PROMPT :: A complete response lists each line of the data below that includes the word "Fabriles".

INFORMATION GIVEN ::
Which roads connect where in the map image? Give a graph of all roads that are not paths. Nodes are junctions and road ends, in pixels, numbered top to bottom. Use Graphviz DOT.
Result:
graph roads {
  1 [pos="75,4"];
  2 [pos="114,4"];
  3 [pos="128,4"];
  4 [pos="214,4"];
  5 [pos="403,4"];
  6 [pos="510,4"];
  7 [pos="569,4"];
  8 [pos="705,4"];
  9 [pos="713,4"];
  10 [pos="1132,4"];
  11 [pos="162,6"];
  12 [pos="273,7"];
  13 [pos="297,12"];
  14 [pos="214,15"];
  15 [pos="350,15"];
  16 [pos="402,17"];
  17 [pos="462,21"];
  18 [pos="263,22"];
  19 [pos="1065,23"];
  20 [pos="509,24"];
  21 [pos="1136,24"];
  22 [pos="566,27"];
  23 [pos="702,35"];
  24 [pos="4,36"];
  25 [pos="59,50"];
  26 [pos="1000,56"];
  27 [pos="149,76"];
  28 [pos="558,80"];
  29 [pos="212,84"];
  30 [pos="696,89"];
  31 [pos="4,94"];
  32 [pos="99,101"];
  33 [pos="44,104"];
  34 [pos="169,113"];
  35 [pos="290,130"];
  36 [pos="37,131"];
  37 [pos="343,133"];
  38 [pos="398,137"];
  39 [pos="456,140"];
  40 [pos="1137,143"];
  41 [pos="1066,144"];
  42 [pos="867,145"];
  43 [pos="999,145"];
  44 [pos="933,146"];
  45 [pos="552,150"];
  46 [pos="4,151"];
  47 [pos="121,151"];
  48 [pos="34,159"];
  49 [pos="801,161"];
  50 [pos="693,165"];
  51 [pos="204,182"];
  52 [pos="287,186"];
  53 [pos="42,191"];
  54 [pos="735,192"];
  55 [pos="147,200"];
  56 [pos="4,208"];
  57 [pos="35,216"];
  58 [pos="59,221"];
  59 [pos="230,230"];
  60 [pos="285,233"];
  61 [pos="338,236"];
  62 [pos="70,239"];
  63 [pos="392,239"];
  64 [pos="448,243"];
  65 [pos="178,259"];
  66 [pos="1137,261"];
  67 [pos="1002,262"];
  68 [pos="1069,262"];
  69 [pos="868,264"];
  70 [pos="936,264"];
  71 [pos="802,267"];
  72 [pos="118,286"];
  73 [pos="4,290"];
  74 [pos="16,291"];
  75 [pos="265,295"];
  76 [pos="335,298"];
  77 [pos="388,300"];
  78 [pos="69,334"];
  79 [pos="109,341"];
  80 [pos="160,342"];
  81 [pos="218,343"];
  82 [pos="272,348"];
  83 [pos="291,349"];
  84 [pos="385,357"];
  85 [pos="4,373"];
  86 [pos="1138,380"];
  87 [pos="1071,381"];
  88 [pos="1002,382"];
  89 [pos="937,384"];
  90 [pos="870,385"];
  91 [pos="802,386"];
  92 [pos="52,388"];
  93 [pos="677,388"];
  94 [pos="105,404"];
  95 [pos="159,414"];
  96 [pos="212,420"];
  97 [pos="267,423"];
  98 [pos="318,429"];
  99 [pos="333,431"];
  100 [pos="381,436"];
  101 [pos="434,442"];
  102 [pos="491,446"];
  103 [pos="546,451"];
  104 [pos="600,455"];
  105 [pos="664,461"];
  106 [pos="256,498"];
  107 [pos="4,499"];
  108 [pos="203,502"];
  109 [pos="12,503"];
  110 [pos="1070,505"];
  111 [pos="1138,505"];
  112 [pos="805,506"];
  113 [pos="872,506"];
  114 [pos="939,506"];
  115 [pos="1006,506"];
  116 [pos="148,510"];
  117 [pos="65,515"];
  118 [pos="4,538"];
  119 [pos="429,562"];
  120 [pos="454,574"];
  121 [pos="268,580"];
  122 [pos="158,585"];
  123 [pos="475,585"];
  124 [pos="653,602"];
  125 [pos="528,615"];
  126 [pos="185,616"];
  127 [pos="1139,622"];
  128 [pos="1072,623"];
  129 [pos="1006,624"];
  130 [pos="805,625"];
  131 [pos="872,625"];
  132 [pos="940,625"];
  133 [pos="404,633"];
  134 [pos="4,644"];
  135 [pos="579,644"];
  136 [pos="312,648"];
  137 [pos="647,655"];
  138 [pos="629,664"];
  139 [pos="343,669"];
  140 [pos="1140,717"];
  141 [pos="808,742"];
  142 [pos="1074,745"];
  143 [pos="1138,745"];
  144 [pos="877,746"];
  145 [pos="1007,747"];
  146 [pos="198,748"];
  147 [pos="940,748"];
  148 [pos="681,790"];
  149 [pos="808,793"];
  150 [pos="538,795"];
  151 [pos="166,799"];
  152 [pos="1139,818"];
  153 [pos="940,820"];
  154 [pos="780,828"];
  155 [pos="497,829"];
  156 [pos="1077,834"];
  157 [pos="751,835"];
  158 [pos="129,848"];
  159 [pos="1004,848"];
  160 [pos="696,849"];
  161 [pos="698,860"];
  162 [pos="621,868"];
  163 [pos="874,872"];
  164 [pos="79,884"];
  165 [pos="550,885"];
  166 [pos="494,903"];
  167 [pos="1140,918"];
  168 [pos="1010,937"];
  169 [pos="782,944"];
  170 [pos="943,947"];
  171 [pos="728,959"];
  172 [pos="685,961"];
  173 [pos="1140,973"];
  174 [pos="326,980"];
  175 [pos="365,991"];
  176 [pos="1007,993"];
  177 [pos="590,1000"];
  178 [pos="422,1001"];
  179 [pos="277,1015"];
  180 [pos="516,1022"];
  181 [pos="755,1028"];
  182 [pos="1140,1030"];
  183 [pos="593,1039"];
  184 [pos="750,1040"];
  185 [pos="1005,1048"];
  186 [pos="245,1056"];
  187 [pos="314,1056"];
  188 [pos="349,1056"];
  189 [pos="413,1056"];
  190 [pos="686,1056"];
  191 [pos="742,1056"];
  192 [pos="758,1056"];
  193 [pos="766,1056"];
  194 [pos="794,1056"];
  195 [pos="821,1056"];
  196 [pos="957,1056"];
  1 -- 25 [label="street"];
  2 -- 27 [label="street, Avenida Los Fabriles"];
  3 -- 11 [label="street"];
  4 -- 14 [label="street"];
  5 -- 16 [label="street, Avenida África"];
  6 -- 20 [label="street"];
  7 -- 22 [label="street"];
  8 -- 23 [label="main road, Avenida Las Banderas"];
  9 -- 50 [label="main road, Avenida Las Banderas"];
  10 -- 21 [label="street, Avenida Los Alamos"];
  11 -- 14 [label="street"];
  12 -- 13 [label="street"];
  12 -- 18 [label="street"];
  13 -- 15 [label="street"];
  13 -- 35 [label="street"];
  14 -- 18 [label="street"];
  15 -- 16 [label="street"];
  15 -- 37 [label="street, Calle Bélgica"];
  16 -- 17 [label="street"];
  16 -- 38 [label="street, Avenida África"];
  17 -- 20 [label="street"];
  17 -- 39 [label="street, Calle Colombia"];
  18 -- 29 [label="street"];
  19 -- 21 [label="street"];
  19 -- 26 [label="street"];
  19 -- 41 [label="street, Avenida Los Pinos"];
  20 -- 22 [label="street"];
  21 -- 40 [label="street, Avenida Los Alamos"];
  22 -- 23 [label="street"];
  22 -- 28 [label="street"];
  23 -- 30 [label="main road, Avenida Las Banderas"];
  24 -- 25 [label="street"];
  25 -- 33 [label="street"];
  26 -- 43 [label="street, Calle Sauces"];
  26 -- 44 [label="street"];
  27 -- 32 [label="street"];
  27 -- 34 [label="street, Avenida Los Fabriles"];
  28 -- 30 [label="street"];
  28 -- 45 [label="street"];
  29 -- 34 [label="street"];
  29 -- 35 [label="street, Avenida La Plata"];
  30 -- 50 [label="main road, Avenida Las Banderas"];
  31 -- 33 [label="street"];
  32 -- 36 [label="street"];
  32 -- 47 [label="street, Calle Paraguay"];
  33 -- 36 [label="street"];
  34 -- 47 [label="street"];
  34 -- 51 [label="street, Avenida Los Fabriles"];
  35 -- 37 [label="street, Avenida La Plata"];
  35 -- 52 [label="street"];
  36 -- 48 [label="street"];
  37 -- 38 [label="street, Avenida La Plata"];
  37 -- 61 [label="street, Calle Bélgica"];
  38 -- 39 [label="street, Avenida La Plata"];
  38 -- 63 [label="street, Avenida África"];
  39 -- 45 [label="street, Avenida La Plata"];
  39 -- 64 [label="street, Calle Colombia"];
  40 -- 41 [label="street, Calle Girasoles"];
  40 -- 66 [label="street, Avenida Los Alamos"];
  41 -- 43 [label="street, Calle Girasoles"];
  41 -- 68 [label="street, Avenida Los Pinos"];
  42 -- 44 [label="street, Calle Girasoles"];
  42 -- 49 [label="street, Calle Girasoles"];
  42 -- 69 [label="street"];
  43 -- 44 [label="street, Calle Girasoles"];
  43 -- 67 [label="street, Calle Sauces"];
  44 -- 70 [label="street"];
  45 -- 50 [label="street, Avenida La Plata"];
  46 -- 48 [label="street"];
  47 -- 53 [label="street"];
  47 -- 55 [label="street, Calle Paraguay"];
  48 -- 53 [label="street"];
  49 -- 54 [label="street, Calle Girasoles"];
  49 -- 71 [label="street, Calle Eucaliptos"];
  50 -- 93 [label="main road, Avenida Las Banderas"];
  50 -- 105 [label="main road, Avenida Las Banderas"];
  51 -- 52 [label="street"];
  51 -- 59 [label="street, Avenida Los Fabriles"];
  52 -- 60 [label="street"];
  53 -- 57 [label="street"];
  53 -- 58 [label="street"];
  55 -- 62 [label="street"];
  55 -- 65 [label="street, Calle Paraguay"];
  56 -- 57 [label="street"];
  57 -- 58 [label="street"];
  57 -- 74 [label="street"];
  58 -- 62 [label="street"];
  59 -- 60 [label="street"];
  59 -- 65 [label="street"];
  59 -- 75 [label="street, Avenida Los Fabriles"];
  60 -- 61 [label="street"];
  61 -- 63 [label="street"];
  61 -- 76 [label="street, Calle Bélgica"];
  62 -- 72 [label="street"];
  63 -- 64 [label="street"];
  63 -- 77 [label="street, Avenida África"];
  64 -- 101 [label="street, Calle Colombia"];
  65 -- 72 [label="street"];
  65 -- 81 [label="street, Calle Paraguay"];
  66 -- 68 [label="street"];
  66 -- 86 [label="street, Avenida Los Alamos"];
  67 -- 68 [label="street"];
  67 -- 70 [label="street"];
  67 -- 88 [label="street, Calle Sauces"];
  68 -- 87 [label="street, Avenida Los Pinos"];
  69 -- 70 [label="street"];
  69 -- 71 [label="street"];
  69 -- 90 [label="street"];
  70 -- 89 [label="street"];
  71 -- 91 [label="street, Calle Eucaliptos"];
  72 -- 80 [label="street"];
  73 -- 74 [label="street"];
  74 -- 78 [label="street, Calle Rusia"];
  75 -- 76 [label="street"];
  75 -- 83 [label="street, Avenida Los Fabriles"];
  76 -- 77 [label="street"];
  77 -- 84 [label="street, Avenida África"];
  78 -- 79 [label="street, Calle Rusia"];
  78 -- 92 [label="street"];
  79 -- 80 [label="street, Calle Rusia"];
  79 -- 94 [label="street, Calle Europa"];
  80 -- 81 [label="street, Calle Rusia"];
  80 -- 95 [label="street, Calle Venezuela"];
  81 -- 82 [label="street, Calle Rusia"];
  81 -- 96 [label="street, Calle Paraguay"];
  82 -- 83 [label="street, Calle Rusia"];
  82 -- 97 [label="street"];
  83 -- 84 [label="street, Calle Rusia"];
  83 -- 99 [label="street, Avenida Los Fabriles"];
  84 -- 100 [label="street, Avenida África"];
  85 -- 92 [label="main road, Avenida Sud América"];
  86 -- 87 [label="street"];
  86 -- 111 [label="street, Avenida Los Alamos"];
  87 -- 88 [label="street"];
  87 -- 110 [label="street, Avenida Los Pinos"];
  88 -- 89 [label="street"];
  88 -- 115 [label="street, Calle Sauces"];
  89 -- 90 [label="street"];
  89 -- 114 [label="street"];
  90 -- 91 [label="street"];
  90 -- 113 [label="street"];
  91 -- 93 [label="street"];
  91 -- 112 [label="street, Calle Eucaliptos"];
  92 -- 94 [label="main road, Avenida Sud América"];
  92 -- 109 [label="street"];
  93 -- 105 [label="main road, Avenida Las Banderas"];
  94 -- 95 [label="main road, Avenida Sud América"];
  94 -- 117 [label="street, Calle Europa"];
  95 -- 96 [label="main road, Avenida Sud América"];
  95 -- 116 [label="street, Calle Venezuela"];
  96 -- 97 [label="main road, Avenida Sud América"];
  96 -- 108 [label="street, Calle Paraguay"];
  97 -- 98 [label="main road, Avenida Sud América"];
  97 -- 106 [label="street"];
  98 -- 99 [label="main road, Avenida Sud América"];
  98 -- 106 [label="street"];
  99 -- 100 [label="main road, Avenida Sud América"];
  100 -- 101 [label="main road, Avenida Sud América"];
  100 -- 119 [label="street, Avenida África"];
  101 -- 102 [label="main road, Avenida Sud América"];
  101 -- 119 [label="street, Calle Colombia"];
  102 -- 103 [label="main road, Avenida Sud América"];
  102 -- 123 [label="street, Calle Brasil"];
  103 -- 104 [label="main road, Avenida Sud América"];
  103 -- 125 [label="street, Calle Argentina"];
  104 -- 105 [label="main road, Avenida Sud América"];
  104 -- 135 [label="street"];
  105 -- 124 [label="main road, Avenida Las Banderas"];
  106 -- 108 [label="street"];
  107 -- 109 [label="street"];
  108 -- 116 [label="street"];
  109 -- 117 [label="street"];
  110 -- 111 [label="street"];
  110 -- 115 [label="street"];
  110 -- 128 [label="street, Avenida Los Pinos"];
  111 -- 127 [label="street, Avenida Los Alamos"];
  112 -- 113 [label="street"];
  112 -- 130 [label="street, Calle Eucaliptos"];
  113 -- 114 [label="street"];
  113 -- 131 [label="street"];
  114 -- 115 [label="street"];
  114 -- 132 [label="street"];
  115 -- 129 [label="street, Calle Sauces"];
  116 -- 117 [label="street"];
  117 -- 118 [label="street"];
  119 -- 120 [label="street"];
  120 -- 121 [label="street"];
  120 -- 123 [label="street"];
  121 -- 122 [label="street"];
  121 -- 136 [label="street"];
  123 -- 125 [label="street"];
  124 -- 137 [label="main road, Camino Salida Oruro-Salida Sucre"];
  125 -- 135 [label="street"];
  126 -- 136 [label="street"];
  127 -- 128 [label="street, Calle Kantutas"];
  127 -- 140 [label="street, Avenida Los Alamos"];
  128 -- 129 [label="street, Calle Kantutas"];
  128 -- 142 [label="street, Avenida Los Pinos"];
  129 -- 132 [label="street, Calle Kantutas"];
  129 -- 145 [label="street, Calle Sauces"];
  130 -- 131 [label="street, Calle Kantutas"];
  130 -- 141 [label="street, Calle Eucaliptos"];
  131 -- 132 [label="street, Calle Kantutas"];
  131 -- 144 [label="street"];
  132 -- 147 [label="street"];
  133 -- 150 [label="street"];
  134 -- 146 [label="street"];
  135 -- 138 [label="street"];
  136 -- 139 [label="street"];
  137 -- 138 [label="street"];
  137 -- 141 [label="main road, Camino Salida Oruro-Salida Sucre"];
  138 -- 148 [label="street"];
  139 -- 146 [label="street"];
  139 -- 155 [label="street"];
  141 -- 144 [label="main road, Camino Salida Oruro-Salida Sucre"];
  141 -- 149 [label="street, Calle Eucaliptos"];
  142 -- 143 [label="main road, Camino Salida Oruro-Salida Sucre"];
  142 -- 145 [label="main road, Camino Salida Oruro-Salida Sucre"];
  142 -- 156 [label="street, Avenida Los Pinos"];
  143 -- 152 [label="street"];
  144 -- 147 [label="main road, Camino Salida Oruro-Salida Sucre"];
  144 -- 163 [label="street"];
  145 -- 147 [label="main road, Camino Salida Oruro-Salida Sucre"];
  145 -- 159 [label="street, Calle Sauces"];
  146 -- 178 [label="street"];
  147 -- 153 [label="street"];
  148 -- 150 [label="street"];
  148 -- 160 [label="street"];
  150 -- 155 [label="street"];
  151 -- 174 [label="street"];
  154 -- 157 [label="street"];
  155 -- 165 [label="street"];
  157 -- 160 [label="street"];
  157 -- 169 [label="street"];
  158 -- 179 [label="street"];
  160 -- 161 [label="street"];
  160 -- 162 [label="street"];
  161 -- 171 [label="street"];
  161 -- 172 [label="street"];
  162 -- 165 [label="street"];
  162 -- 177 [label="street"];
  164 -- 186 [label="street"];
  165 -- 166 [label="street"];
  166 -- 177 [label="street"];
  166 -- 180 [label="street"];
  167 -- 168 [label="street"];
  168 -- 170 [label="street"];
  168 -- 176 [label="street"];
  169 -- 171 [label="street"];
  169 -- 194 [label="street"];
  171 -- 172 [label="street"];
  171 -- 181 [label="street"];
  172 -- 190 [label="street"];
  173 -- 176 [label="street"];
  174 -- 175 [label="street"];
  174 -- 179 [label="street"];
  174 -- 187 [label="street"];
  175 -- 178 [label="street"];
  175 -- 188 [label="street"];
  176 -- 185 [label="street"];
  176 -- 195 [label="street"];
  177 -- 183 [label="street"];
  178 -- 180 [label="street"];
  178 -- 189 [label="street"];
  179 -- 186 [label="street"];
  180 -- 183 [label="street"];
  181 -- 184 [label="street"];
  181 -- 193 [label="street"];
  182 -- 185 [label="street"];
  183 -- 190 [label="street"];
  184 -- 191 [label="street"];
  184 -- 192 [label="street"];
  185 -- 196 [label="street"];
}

SOLUTION ::
  2 -- 27 [label="street, Avenida Los Fabriles"];
  27 -- 34 [label="street, Avenida Los Fabriles"];
  34 -- 51 [label="street, Avenida Los Fabriles"];
  51 -- 59 [label="street, Avenida Los Fabriles"];
  59 -- 75 [label="street, Avenida Los Fabriles"];
  75 -- 83 [label="street, Avenida Los Fabriles"];
  83 -- 99 [label="street, Avenida Los Fabriles"];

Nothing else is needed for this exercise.